== Segment start ==
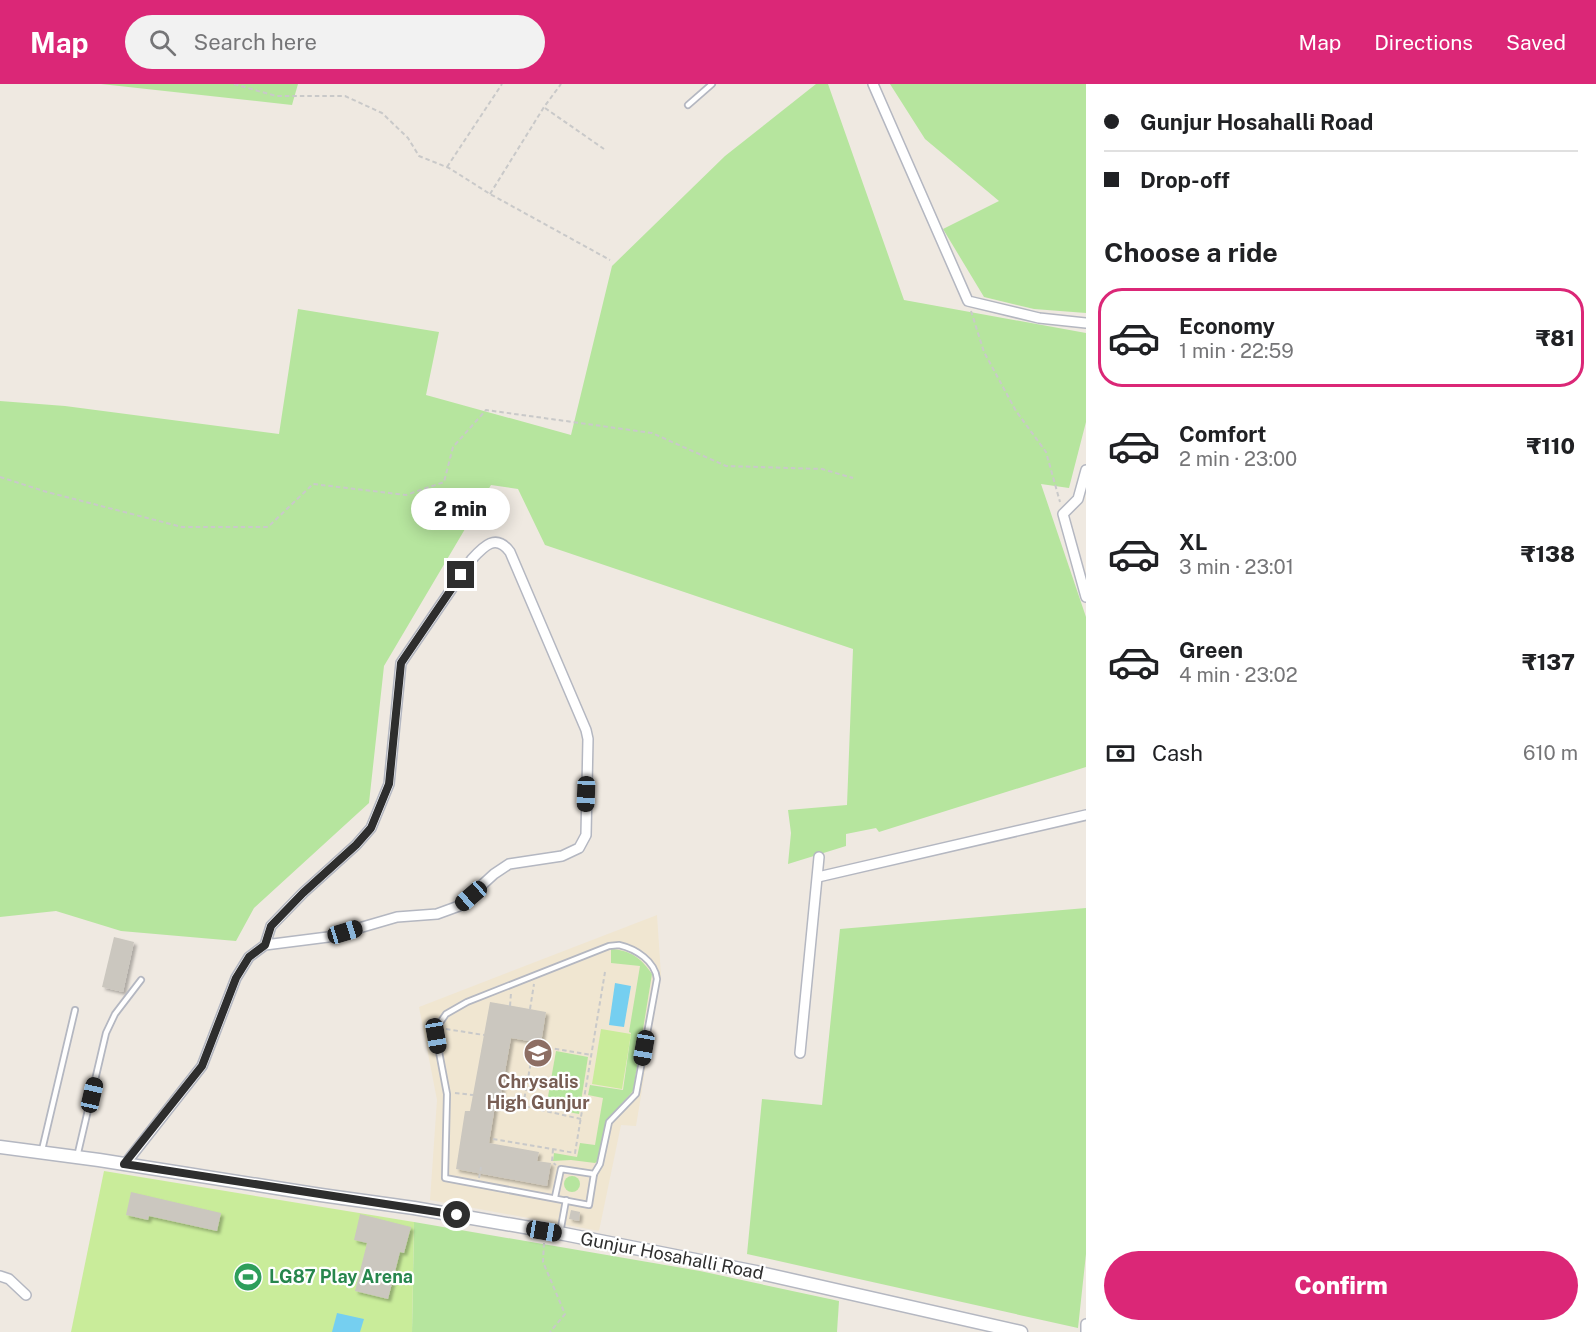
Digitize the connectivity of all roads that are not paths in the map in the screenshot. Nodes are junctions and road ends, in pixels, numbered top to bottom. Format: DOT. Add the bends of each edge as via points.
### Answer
graph roads {
  1 [pos="712,84"];
  2 [pos="873,84"];
  3 [pos="688,105"];
  4 [pos="1086,323"];
  5 [pos="1086,470"];
  6 [pos="1086,597"];
  7 [pos="1086,815"];
  8 [pos="819,857"];
  9 [pos="818,877"];
  10 [pos="265,945"];
  11 [pos="141,980"];
  12 [pos="75,1010"];
  13 [pos="800,1053"];
  14 [pos="0,1147"];
  15 [pos="41,1153"];
  16 [pos="77,1157"];
  17 [pos="124,1164"];
  18 [pos="594,1174"];
  19 [pos="555,1197"];
  20 [pos="566,1200"];
  21 [pos="560,1233"];
  22 [pos="0,1276"];
  23 [pos="26,1295"];
  24 [pos="1086,1324"];
  25 [pos="1021,1332"];
  26 [pos="1086,1332"];
  1 -- 3 [label="lane"];
  2 -- 4 [label="street" via="968,301 1039,318"];
  5 -- 6 [label="street" via="1078,499 1063,514"];
  7 -- 9 [label="street"];
  8 -- 9 [label="street"];
  9 -- 13 [label="street"];
  10 -- 10 [label="street" via="328,937 397,917 437,914 459,906 509,864 562,856 579,848 586,835 586,730 504,544 484,545 401,663 389,784 371,828 271,926"];
  10 -- 17 [label="street" via="249,957 236,978 202,1066"];
  11 -- 16 [label="lane" via="106,1033"];
  12 -- 15 [label="lane"];
  14 -- 15 [label="street, Gunjur Hosahalli Road"];
  15 -- 16 [label="street, Gunjur Hosahalli Road"];
  16 -- 17 [label="street, Gunjur Hosahalli Road"];
  17 -- 21 [label="street, Gunjur Hosahalli Road"];
  18 -- 19 [label="lane" via="561,1169"];
  18 -- 19 [label="lane" via="609,1122 636,1094 656,975 639,953 619,945 452,1010 437,1027 446,1091 445,1178"];
  18 -- 20 [label="lane" via="589,1205"];
  19 -- 20 [label="lane"];
  20 -- 21 [label="lane"];
  21 -- 25 [label="street, Gunjur Hosahalli Road" via="756,1272"];
  22 -- 23 [label="street"];
  24 -- 26 [label="street"];
}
== Segment end ==
• **Problem**
For this exercise, please reproduce the records above exactly and drop the images.

• **Written answer**
Digitize the connectivity of all roads that are not paths in the map in the screenshot. Nodes are junctions and road ends, in pixels, numbered top to bottom. Format: DOT. Add the bends of each edge as via points.
### Answer
graph roads {
  1 [pos="712,84"];
  2 [pos="873,84"];
  3 [pos="688,105"];
  4 [pos="1086,323"];
  5 [pos="1086,470"];
  6 [pos="1086,597"];
  7 [pos="1086,815"];
  8 [pos="819,857"];
  9 [pos="818,877"];
  10 [pos="265,945"];
  11 [pos="141,980"];
  12 [pos="75,1010"];
  13 [pos="800,1053"];
  14 [pos="0,1147"];
  15 [pos="41,1153"];
  16 [pos="77,1157"];
  17 [pos="124,1164"];
  18 [pos="594,1174"];
  19 [pos="555,1197"];
  20 [pos="566,1200"];
  21 [pos="560,1233"];
  22 [pos="0,1276"];
  23 [pos="26,1295"];
  24 [pos="1086,1324"];
  25 [pos="1021,1332"];
  26 [pos="1086,1332"];
  1 -- 3 [label="lane"];
  2 -- 4 [label="street" via="968,301 1039,318"];
  5 -- 6 [label="street" via="1078,499 1063,514"];
  7 -- 9 [label="street"];
  8 -- 9 [label="street"];
  9 -- 13 [label="street"];
  10 -- 10 [label="street" via="328,937 397,917 437,914 459,906 509,864 562,856 579,848 586,835 586,730 504,544 484,545 401,663 389,784 371,828 271,926"];
  10 -- 17 [label="street" via="249,957 236,978 202,1066"];
  11 -- 16 [label="lane" via="106,1033"];
  12 -- 15 [label="lane"];
  14 -- 15 [label="street, Gunjur Hosahalli Road"];
  15 -- 16 [label="street, Gunjur Hosahalli Road"];
  16 -- 17 [label="street, Gunjur Hosahalli Road"];
  17 -- 21 [label="street, Gunjur Hosahalli Road"];
  18 -- 19 [label="lane" via="561,1169"];
  18 -- 19 [label="lane" via="609,1122 636,1094 656,975 639,953 619,945 452,1010 437,1027 446,1091 445,1178"];
  18 -- 20 [label="lane" via="589,1205"];
  19 -- 20 [label="lane"];
  20 -- 21 [label="lane"];
  21 -- 25 [label="street, Gunjur Hosahalli Road" via="756,1272"];
  22 -- 23 [label="street"];
  24 -- 26 [label="street"];
}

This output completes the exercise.